THE ABYSS MOON
An experimental incremental game featuring a fixed camera perspective and tank-style controls.
As a scientist trapped within a black hole research facility on the Moon, you are forced to work under surveillance, balancing the demands of scientific progress with the fight for personal survival.
Your worth is judged by the increasing mass of the black hole — and to succeed, you must skillfully manage limited resources between advancing research and sustaining yourself.
Gameplay
Maintaining the scientist’s health and stability is crucial to advancing research and growing the black hole’s mass, which in turn generates credit points.
Players can spend these credits on vital supplies or experiment optimizations, creating a continuous core gameplay loop.
Design Goals
This project explores the design boundaries and possibilities of incremental (idle) games by using black holes as the central theme.
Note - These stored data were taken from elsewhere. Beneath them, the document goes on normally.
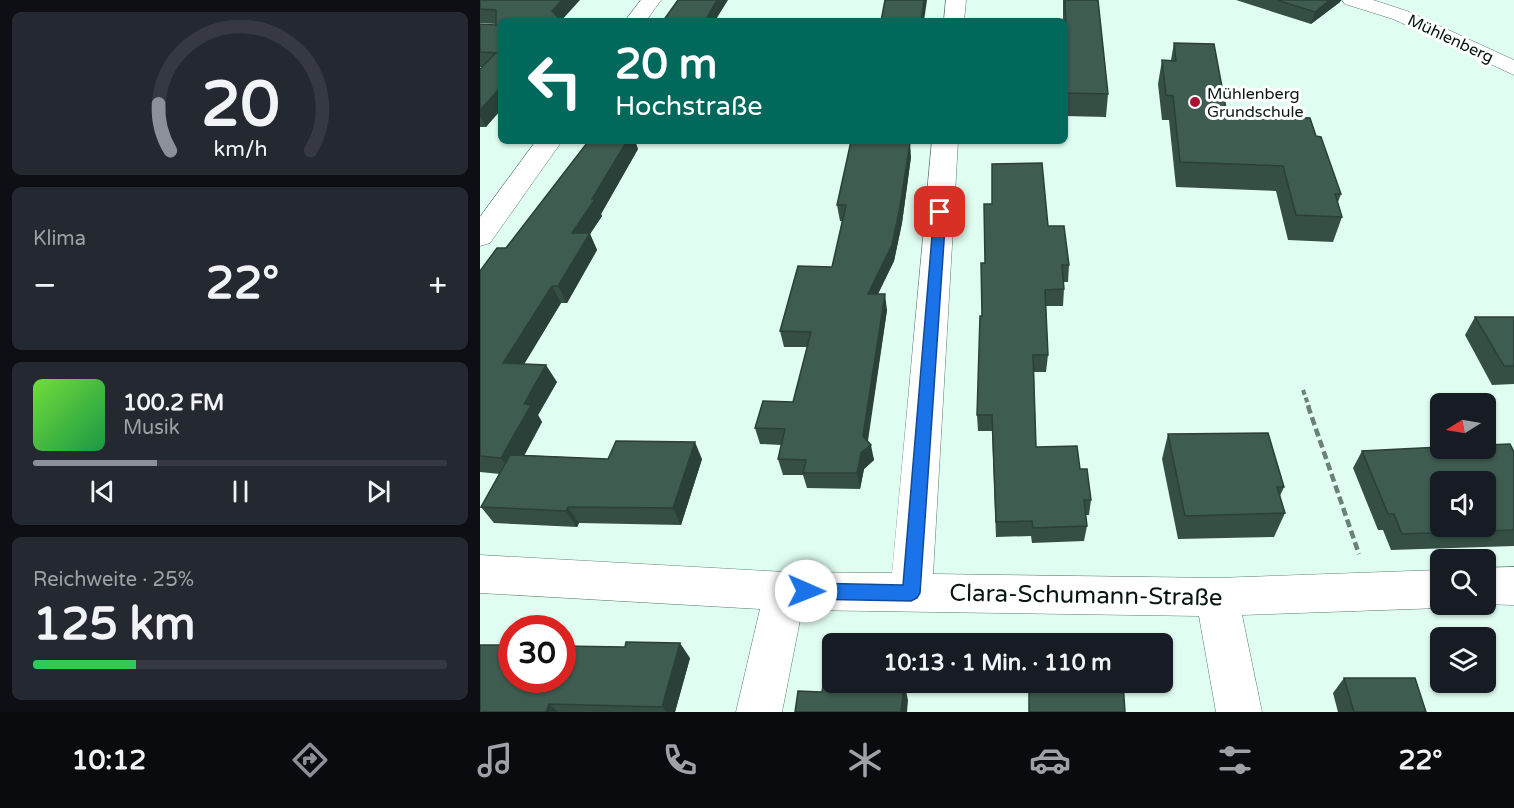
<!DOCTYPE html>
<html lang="de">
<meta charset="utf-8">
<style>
body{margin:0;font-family:"Varela Round",sans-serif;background:#242831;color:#f1f3f6;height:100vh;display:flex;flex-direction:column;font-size:22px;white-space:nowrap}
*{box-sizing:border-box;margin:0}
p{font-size:20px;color:#9ea1a6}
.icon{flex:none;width:33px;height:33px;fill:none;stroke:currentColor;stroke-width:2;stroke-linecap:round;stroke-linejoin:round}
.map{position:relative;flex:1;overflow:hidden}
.sheet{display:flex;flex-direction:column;gap:12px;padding:12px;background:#0d0f14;width:480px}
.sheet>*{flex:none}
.banner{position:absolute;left:18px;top:18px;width:570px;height:126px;border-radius:9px;box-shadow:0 2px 4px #0004;background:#00695c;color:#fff;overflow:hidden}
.needle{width:39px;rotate:259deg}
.controls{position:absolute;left:950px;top:393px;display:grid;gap:12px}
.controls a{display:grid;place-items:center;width:66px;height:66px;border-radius:9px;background:#171b24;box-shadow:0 2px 4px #0004;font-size:30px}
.speed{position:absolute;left:18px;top:615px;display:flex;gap:12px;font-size:30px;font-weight:700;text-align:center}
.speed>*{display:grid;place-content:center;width:78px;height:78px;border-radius:50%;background:#171b24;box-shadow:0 2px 4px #0004;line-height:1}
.speed .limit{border:9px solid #d22;background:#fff;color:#111}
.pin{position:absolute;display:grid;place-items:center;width:51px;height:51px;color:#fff;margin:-26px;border-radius:12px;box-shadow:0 3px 9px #0006}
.me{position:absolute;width:66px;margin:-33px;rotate:91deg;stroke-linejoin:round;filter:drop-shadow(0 0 4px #0008)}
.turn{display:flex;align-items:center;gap:21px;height:126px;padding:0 18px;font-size:27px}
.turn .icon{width:78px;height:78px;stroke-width:2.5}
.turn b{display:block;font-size:42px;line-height:51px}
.big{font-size:45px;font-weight:800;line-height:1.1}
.sheet .card{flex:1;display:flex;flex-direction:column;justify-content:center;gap:9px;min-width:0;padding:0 21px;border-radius:9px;background:#242831}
.sheet .dial{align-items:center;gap:0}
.dial svg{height:156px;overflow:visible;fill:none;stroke:#363941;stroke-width:7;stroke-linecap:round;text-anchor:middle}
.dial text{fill:#f1f3f6;stroke:none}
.song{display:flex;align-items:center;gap:18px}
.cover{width:72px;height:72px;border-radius:9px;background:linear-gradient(135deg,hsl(100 70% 55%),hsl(140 70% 35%))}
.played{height:6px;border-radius:3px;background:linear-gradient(90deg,#8c9099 30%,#363941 30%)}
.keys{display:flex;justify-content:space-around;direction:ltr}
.heat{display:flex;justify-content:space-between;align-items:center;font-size:33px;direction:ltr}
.charge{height:9px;border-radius:4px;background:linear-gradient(90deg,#34c759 25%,#363941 0)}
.trip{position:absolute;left:342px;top:633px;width:351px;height:60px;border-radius:9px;background:#171b24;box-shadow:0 2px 4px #0004;font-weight:800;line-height:60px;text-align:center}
.dock{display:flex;height:96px;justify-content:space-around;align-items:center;background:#090b0e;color:#9ea1a6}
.dock .icon{width:42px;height:42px}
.dock .selected{color:#8c9099}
.dock b{font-size:27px;color:#f1f3f6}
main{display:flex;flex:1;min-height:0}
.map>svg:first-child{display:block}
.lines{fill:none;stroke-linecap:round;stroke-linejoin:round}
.minor-casing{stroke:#5a7b6e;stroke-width:1}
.path-far1{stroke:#6b8078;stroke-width:4;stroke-dasharray:5 3;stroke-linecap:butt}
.path{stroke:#6b8078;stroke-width:4.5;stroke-dasharray:8 4;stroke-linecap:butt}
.minor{fill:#fff;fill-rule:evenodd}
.wall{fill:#354f45}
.shaded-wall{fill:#2b4038}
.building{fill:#3e5c50;stroke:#2b4038;stroke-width:1.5;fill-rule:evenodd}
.route{fill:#1a73e8;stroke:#114b97;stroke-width:1.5}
.poi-dot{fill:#a91231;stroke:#fff;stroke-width:2}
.labels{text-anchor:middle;stroke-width:6;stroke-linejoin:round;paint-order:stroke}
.far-street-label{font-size:16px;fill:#081611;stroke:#fff}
.far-poi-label{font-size:16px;fill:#081611;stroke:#fff;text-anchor:start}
.near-street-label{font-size:24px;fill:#081611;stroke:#fff}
</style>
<main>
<section class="sheet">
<div class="card dial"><svg viewBox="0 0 100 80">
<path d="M14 69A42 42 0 1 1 86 69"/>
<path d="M14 69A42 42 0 0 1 8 45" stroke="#8c9099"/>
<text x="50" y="56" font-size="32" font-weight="700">20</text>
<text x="50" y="72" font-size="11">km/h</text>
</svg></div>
<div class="card"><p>Klima</p>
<div class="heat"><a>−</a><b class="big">22°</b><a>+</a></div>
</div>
<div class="card">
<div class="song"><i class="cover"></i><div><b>100.2 FM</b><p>Musik</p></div></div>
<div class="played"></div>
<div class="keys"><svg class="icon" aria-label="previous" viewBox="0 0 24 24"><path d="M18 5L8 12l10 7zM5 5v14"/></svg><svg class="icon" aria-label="pause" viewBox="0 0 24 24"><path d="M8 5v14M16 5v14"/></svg><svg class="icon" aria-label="next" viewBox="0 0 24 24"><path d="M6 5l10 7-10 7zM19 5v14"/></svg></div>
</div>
<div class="card"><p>Reichweite · 25%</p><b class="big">125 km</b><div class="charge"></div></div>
</section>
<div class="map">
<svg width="1034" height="712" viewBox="0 0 1034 712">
<rect width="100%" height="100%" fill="#e0fdf1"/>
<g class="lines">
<defs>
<g id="minor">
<polygon points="161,0 181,0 166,21 145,21"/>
<polygon points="466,0 486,0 484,21 464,21"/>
<polygon points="862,0 893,0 927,11 1034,60 1034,75 913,19 865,4"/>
<polygon points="56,141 82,141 10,243 0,246 0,217"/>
<polygon points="452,141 478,141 453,574 737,578 960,570 960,604 969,604 960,608 762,615 782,712 736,712 719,616 322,610 302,712 256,712 280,609 0,593 0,555 305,572 412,573"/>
<polygon points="1034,567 1034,605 1001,604 1005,604 1005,568"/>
</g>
</defs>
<!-- minor casing -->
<use href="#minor" class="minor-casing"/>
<!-- path-far1 -->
<polyline class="path-far1" points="823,390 829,407"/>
<!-- path -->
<polyline class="path" points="828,406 879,554"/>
<!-- minor -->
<use href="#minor" class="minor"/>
</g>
<!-- wall -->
<g class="wall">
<polygon points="0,0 82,21 6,127 0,127 0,69 2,67 0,67 0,24 16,25 16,24 0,23"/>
<polygon points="583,0 618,0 628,94 626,117 585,116 585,21 583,21"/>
<polygon points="756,0 861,0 860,2 831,24"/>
<polygon points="694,43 747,114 836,136 861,194 858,202 862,217 853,242 808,240 796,191 696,187 689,120 682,120 678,84 682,60 691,60"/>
<polygon points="113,141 155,141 158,149 121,214 122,216 110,234 117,250 87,303 81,303 44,364 77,382 58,415 62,422 44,455 128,459 222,459 201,525 99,523 97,527 14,523 1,507 20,474 0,472 0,271 26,248"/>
<polygon points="360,141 419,141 431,157 422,223 414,261 398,294 407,310 388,441 394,460 384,469 380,489 327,488 323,475 303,475 298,459 301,445 280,444 275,428 313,402 327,347 304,347 300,331 352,267 363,221 360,221 357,205 371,143 360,143"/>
<polygon points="512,204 568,226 589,265 588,282 583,282 584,289 583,306 566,306 568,355 566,372 554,372 556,447 600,469 611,500 609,515 605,515 607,526 604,541 552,543 551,536 516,537 512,431 498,431 497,415 505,263"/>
<polygon points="995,317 1034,317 1034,384 1012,385 985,335"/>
<polygon points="688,434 804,487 800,496 805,513 794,537 698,539 682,459"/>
<polygon points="882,451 1034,452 1034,546 911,550 903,530 898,530 873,468"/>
<polygon points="210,658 195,712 0,712"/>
<polygon points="864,678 946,712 858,712 853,693"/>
</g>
<!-- shaded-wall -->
<g class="shaded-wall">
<polygon points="82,0 100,0 81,21 72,11"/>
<polygon points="237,0 248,0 235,21 225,21"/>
<polygon points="444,0 447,0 444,21 441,21"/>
<polygon points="850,0 861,0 860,2 831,24 835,12"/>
<polygon points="21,87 21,110 6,127 0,116 0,110"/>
<polygon points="147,141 155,141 158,149 121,214 122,216 110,234 117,250 87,303 78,286 92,233"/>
<polygon points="430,142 431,157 422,223 414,261 390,310 388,294"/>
<polygon points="72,286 81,303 34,381 23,363"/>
<polygon points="405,294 407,310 386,449 391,445 394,460 384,469 380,489 377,473"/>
<polygon points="66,365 77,382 58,415 62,422 34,475 21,458 44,404"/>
<polygon points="215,442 222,459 201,525 193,508"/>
<polygon points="88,507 99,523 97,527 86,511"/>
<polygon points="200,643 210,658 195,712 187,712 182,707"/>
<polygon points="424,682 428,700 427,712 421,712"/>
<polygon points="69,704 78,712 66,712"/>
</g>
<!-- building -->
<g class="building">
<polygon points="0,0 82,0 72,11 81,21 21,21 21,87 0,110 0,69 16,53 0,52 0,24 16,25 16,10 0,9"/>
<polygon points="198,0 237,0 225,21 183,21"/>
<polygon points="405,0 444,0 441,21 401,21"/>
<polygon points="585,0 618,0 628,94 585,93 585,56 587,56"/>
<polygon points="797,0 850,0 835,12"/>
<polygon points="694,43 734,44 747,114 830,118 836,136 841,137 861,194 855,194 862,217 816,215 803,166 700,162 693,96 686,95 682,60 696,61"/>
<polygon points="113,141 147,141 112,199 115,199 92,233 110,233 78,286 72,286 23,363 66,365 44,404 51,405 21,458 0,456 0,271 17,248 26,248 107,143 112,143"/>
<polygon points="371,141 430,142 420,207 412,245 388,294 405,294 383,436 391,445 381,453 377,473 323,473 326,460 298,459 305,429 275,428 283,401 313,402 331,332 300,331 318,266 352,267 366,205 357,205"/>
<polygon points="562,163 568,226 584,226 589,265 582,265 584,289 565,290 568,355 553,355 556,447 597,446 600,469 607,469 611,500 604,500 607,526 553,528 552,521 516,522 512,415 497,415 500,316 502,316 501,263 505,263 504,204 512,204 512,164"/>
<polygon points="995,317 1034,317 1034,366 1024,366"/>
<polygon points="788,433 804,487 797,487 805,513 705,516 688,434"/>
<polygon points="136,441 215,442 193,508 88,507 86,511 1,507 30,455 128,459"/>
<path d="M 1030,444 L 1034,452 L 1034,530 L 922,534 L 914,514 L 908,514 L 882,451 L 960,447 L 960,448 L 1005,448 L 1005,445 ZM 960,482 L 1005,482 L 1005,526 L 960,526 Z"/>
<polygon points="146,642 200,643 182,707 69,704 66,712 0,712 0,645 32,645 32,680 82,680 82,646 145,647"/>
<polygon points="864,678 935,678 946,712 874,712"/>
<polygon points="344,679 352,679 352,682 424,682 421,712 315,712 318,691 342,692"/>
<polygon points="549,682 643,682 645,712 549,712"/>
</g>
<!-- route -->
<polygon class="route" points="460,209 466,212 440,593 437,598 431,601 326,599 320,597 317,591 320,585 326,583 423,585 454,212"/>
<!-- markers -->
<circle class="poi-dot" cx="715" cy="102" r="6"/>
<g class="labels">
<!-- far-street labels -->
<g class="far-street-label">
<text transform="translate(971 38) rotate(25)" y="6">Mühlenberg</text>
</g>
<!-- far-poi labels -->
<g class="far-poi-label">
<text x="727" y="99">Mühlenberg<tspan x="727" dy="18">Grundschule</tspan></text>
</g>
<!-- near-street labels -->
<g class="near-street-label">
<text transform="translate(606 595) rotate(1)" y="8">Clara-Schumann-Straße</text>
</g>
</g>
</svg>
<div class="controls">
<a><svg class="needle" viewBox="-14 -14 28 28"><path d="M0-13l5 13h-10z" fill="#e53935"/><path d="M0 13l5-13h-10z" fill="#9ea1a6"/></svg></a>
<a><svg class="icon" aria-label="sound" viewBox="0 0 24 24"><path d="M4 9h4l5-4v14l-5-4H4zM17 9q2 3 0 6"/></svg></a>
<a><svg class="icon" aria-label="search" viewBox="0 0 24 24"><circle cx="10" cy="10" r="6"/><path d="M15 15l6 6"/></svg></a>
<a><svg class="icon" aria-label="layers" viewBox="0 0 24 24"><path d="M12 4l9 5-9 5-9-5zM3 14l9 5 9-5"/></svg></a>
</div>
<div class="speed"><div class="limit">30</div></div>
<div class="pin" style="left:460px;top:212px;background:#d93025"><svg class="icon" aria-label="arrive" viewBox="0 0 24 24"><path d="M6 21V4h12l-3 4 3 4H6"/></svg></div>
<svg class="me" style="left:326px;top:591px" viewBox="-20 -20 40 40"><circle r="19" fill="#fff"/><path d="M0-13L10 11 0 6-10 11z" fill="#1a73e8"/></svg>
<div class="trip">10:13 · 1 Min. · 110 m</div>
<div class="banner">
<div class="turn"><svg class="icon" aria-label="left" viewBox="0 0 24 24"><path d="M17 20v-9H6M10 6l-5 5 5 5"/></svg><div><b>20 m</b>Hochstraße</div></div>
</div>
</div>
</main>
<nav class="dock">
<b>10:12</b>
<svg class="icon selected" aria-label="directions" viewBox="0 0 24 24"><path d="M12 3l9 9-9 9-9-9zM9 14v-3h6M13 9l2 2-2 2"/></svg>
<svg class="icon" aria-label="music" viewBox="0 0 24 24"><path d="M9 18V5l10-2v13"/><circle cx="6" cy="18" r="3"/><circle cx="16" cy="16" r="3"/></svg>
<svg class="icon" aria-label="phone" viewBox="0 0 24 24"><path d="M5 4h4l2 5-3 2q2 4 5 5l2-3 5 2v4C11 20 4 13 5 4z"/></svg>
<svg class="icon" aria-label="climate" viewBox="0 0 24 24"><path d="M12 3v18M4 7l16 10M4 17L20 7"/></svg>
<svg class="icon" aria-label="car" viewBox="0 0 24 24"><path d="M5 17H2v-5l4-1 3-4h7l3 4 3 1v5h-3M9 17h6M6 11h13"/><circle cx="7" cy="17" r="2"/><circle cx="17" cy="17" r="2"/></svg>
<svg class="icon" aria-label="filters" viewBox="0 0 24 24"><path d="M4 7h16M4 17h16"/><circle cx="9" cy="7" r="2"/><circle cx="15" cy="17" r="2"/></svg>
<b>22°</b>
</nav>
Unlike traditional incremental games, which typically rely heavily on simple clicking interactions, this game seeks to break that limitation by incorporating more active and engaging mechanics.
Additionally, the game emphasizes a survival-oriented experience:
I intentionally raised the difficulty of the resource and value loops, creating a gameplay progression where players will gradually find themselves trapped in increasingly demanding and high-frequency operations.
The goal is to combine the satisfaction of incremental growth with the tension and pressure of survival management, pushing the traditional boundaries of the incremental genre.
Design Challenges
In traditional incremental games, straightforward numerical feedback is essential for maintaining player engagement.
However, this genre typically relies on simple interaction logic; introducing a player-controlled character risks disrupting that logic, as players might lose a clear, intuitive sense of progress and actionable goals.
To address this, while maintaining a minimalist and cold visual design language, I enhanced the UI layer to provide stronger guidance.
Players can easily track their resources and immediately identify interactive objects, ensuring that the game remains readable and navigable despite the added complexity of character control.
Design Process
After consolidating the game’s core design pillars — space, black holes, and survival — I chose to set the game environment in a lunar space research facility, emphasizing themes of loneliness, surveillance, and cold isolation.
The environmental design plays a crucial role in this project. I needed to embed the incremental gameplay systems directly into tangible objects within the scene, while constructing a convincing world narrative for the laboratory setting.
The diagram shows the initial layout of the laboratory. It is divided into two main zones: the Research Area and the Living Area, reflecting the two major gameplay systems — experimentation and survival.
Unfortunately, due to the project’s three-week development timeframe as a solo endeavor, I was unable to complete the implementation of the Living Area.
In the Research Area, the centerpiece is the Black Hole Experiment Device (BH), for which all collected resources are used to sustain. Surrounding it are the Store (GOV) and the Lab Table (LAB), where players can purchase items and generate research points, respectively.
To further experiment with gameplay dynamics, I drew inspiration from early Resident Evil titles, adopting a fixed-camera system to limit player view freedom and strengthen the connection between gameplay and spatial navigation.
Players must manage three primary attributes:
Satiety
Concentration
Sanity
These attributes decrease during research activities and over time, requiring players to interact with objects in the environment to maintain healthy status levels.
In addition, players manage three key resources:
Contribution Points
Research Points
Credit Points
These resources can be spent on advancing black hole research, upgrading experimental devices, or purchasing supplies from the store.